Minister of Science, Technology, Knowledge and Innovation
- In office 17 December 2018 – 11 March 2022
- President: Sebastián Piñera
- Preceded by: Office established
- Succeeded by: Flavio Salazar

Personal details
- Born: October 23, 1968 (age 57) Santiago, Chile
- Party: Independent
- Education: Pontifical Catholic University of Chile; Icahn School of Medicine at Mount Sinai;
- Occupation: Biologist; neuroscientist; academic;

= Andrés Couve =

Andrés Oscar Couve Correa (born 23 October 1968) is a Chilean biologist, neuroscientist, academic and former government minister. He served as the first Minister of Science, Technology, Knowledge and Innovation from December 2018 to March 2022 under President Sebastián Piñera. He is a professor at the University of Chile.

== Early life and education ==
Couve was born in Santiago, Chile, on 23 October 1968.

From 1986 to 1991, he studied biological sciences at the Pontifical Catholic University of Chile. He subsequently pursued doctoral studies in cell biology at the Icahn School of Medicine at Mount Sinai in New York City from 1992 to 1997. From 1997 to 2003, he conducted postdoctoral research at University College London (UCL).
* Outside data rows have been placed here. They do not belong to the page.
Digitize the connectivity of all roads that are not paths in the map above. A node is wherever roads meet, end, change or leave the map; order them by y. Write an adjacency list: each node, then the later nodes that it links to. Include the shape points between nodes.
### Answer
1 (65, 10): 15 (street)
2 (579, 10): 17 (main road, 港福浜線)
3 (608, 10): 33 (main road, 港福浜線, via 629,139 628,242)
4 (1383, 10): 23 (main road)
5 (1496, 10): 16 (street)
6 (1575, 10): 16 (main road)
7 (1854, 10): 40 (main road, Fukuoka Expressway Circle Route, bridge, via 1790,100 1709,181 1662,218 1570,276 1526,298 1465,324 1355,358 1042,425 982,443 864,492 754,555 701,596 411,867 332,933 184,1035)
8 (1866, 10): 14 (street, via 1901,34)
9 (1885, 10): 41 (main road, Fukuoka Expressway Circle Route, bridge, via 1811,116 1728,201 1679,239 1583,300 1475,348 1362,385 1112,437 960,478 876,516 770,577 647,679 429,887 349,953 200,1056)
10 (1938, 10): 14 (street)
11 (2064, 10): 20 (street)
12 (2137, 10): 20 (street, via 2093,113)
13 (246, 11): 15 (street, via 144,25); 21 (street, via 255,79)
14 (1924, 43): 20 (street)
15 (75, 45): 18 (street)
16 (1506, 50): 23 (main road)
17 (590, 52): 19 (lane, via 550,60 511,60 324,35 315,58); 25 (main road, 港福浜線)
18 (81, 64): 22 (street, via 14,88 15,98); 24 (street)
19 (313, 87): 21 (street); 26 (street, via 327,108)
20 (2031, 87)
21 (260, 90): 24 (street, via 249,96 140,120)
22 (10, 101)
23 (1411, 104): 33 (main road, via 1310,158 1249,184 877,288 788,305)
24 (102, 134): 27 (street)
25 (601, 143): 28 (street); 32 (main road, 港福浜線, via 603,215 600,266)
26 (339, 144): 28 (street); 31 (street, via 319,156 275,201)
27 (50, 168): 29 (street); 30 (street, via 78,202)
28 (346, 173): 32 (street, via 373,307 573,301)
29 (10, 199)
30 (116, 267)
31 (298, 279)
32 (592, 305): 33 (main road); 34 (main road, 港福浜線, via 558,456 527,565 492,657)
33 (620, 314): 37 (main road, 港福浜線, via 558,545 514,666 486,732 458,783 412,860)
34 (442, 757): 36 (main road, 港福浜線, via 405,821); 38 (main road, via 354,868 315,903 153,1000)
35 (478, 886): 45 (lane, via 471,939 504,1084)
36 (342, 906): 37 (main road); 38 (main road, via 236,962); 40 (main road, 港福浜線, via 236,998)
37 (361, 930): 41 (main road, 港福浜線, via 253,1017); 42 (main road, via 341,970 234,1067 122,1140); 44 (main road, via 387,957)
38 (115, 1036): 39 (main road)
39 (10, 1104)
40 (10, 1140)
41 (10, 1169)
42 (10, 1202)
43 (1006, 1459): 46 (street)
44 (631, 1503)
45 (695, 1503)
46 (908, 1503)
After returning to Chile, Couve developed his academic career at the Faculty of Medicine of the University of Chile. He has been a full professor in its Department of Neuroscience since 2012.

His research has focused on the cell biology of the nervous system, particularly intracellular protein trafficking in neurons, the organisation of the endoplasmic reticulum, and molecular mechanisms involved in neuronal function.

== Academic and scientific career ==
In 2010, Couve was involved in the establishment of the Biomedical Neuroscience Institute (Instituto de Neurociencia Biomédica, BNI), a Millennium Science Initiative research institute. He served as its director from 2010 to 2018.

The institute brought together research groups from different areas of neuroscience, combining basic research with studies of neurological and psychiatric disorders.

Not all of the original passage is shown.